A longer look back will ease off on the volatility of the RSI where a shorter look back will see more volatility in the indicator.
The bottom line is we are using the relative strength indicator to “indicate” the strength in the market as well as the potential for a turn in the market for any trading strategy.
Trading Oversold And Overbought Levels
Wilder did consider oversold and overbought but not in the same way as it is used today which is reversal points. For Wilder, either market state would actually prompt a trade in that direction.
- Overbought markets would be candidates for long trades and buy signals
- Oversold markets would be candidates for short trades and sell signals
For this trading article, we will look at the more conventional method which is using these zones for reversal trades. I am using a look back period of 14 and the oversold and overbought levels are 30/70.
This is the weekly chart of the USDCAD Forex pair and there are 4 areas that have been highlighted:
- After a long run, RSI becomes overbought and price movement begins to consolidate and retrace which works off that overbought condition
- A 6 month run occurs and we hit overbought once again and this time we get a small retrace in price.
- Price runs again and we have another overbought condition and we get a one week bearish engulfing candlestick that finally turns price
- Price has broken out of a channel and after a few weeks of free fall, oversold condition occurs on the Relative Strength Index and we see signs of a weekly reversal
Note that 2 overbought conditions did not change the overall trend of the market. If you were to short on the basis of overbought and believed a downtrend was coming because price had run “too far”, you got hurt.
Price action on the third overbought condition was the telltale sign that the odds were favoring a fall.
Blindly trading OS/OB levels as indicated by the RSI is not a fully developed trading plan or trading strategy. Including price action and an oversold or overbought condition on the Relative Strength Index is a more refined approach.
Remember, RSI measures momentum and an instrument with continuing strong momentum will eventually roll over. The issue is markets can stay at oversold overbought levels longer than you can keep being a contrarian trader. These levels do not always lead to a trend reversal.

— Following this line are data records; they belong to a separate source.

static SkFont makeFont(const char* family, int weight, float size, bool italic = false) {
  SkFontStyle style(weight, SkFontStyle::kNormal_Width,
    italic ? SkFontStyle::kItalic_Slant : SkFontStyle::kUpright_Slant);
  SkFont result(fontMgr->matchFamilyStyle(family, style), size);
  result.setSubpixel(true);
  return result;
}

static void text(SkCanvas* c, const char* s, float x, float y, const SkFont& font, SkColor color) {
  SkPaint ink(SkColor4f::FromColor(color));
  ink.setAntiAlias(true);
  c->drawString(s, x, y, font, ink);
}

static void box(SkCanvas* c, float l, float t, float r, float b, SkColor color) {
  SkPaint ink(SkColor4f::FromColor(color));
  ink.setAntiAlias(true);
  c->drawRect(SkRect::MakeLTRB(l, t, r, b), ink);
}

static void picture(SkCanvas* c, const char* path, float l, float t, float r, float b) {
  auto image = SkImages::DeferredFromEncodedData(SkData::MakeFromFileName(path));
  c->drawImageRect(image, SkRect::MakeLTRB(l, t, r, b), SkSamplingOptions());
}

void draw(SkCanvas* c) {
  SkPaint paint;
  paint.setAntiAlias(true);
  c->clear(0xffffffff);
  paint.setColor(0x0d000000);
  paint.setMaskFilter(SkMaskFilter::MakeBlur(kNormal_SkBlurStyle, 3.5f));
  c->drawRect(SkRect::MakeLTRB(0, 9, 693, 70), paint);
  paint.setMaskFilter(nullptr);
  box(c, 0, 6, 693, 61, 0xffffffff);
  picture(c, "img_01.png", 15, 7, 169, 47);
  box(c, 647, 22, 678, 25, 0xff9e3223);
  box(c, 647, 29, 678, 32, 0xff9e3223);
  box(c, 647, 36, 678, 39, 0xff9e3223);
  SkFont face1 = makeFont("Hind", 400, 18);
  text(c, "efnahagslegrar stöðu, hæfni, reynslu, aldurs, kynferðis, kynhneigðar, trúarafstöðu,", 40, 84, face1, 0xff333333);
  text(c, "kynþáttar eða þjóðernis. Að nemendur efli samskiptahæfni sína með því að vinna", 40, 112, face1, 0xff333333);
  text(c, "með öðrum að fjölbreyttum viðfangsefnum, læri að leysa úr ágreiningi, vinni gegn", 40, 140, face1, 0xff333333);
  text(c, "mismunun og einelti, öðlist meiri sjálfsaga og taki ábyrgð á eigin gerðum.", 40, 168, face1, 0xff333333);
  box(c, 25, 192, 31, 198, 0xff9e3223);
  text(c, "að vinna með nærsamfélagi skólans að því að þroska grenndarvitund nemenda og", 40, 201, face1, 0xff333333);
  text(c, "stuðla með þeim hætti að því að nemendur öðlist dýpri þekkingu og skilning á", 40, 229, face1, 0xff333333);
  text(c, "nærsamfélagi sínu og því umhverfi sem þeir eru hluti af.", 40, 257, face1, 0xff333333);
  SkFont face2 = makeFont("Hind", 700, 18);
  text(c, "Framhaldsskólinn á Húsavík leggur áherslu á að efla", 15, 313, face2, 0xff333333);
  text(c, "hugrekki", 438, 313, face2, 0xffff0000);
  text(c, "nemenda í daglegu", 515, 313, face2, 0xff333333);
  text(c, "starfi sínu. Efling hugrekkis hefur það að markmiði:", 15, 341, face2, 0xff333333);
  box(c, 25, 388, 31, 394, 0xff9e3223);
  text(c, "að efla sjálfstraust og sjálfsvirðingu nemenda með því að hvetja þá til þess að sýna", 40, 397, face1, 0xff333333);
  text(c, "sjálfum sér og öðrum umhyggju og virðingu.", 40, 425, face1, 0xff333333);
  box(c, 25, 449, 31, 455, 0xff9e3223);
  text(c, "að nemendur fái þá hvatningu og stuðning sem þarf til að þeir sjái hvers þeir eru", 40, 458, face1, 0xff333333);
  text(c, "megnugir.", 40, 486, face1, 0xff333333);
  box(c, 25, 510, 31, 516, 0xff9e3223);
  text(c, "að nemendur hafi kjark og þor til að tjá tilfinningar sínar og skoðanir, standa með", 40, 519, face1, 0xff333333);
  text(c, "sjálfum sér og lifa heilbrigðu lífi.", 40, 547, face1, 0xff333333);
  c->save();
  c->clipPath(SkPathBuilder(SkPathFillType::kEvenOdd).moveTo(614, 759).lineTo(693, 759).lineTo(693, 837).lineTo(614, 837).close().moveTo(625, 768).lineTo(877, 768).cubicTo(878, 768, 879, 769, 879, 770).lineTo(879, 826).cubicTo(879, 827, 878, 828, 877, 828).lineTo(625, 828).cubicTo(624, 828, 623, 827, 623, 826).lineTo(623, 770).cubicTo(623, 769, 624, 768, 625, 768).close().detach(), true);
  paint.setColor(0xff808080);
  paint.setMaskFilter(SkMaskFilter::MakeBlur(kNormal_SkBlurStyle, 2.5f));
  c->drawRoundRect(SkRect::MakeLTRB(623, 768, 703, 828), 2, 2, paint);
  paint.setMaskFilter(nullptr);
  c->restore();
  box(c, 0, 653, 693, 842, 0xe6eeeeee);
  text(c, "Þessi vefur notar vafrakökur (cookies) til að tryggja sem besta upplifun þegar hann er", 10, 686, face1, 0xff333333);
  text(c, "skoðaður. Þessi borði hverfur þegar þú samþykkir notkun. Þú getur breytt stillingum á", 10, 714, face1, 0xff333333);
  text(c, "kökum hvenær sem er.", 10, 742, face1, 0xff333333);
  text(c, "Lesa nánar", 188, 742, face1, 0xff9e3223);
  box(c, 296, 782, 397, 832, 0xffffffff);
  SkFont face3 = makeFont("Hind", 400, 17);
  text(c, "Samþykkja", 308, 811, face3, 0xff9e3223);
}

I have plotted on a Keltner Channel to highlight the point that a strong market that becomes overbought (or oversold) can stay that way for a long time. This Keltner Channel is using 2 standard deviations and, being a weekly chart, blindly shorting the upper band or the overbought Relative Strength Index would have been painful.

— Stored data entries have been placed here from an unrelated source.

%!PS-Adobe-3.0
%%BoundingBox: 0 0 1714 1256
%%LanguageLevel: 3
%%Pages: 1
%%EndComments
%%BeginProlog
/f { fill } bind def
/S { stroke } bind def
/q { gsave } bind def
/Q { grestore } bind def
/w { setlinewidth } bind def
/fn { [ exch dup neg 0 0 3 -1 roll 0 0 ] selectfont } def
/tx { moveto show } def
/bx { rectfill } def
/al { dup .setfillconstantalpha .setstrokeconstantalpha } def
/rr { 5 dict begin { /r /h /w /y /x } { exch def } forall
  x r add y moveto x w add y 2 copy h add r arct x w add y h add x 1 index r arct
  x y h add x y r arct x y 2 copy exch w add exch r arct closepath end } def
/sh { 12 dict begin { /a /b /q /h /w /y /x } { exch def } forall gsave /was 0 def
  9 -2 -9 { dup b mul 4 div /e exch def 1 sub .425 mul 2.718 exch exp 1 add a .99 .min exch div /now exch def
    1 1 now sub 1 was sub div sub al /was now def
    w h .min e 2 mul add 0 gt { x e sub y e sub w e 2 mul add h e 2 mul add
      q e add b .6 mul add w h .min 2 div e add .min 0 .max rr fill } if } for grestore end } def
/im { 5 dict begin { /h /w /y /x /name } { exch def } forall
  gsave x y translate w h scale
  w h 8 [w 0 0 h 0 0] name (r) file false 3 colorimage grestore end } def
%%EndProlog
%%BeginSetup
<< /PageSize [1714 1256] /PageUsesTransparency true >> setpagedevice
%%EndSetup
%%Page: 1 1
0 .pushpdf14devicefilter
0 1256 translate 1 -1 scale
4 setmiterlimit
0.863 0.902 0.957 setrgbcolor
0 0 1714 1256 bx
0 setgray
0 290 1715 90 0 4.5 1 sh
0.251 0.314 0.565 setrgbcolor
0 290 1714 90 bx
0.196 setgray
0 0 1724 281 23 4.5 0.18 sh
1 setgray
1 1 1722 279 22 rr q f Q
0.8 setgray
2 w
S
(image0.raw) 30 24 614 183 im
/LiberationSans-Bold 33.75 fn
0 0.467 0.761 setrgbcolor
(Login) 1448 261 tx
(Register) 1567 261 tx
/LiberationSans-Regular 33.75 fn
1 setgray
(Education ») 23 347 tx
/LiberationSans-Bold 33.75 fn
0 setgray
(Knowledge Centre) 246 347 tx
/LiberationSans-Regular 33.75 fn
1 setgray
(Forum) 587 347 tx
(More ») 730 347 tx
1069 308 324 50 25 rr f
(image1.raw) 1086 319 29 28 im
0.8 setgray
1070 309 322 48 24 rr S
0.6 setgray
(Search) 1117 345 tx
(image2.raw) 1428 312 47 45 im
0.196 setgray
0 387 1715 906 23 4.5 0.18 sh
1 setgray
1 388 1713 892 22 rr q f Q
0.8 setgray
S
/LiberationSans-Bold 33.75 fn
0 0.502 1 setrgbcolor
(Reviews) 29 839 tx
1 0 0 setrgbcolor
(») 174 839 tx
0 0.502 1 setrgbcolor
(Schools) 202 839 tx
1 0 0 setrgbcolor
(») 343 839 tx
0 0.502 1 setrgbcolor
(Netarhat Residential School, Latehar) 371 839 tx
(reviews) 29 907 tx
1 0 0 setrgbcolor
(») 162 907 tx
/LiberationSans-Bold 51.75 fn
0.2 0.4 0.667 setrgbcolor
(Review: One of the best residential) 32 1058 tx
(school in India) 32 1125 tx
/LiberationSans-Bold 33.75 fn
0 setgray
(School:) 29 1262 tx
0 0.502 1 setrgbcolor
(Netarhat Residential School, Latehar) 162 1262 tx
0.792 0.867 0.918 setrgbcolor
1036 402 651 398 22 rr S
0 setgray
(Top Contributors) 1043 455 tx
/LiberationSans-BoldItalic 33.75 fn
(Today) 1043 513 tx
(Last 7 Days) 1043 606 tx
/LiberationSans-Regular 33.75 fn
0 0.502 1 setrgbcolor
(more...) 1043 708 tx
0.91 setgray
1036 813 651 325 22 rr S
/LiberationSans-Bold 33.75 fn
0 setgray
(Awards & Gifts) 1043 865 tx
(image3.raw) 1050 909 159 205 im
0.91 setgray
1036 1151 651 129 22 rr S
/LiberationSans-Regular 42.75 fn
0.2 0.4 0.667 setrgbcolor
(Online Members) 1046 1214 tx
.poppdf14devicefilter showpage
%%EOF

Wait until price action confirms a directional change in the market.
This was the first introduction to the RSI back in 1978. Quite simply, we are looking for the indicator to diverge from price.
- If the market is in an uptrend, we are comparing highs in price to the highs in the RSI
- If in a downtrend, we compare the lows
This chart is in a uptrend in price and the RSI plots the instrument into the overbought area. We know we don’t simply take a short position until we have something to short against. Think of having a confluence of factors coming into play to support the trade.
Price puts in a high at #1 in both price and on the indicator.
At #2, we have bearish divergence. Price has pushed to a new high yet the RSI plots a lower high.
Is there a shorting opportunity?
- Price puts in a high while we are indicating an overbought condition
- Price puts in a higher price high but a lower RSI high and has left the OB zone
- Price has breached a potential resistance area
- Reversal candle indicating a failure test of the high
After price travels down, the RSI pokes into oversold at #3 and exits on the next candle. This can have you on alert for a long trade but we need something else to back us in the trade.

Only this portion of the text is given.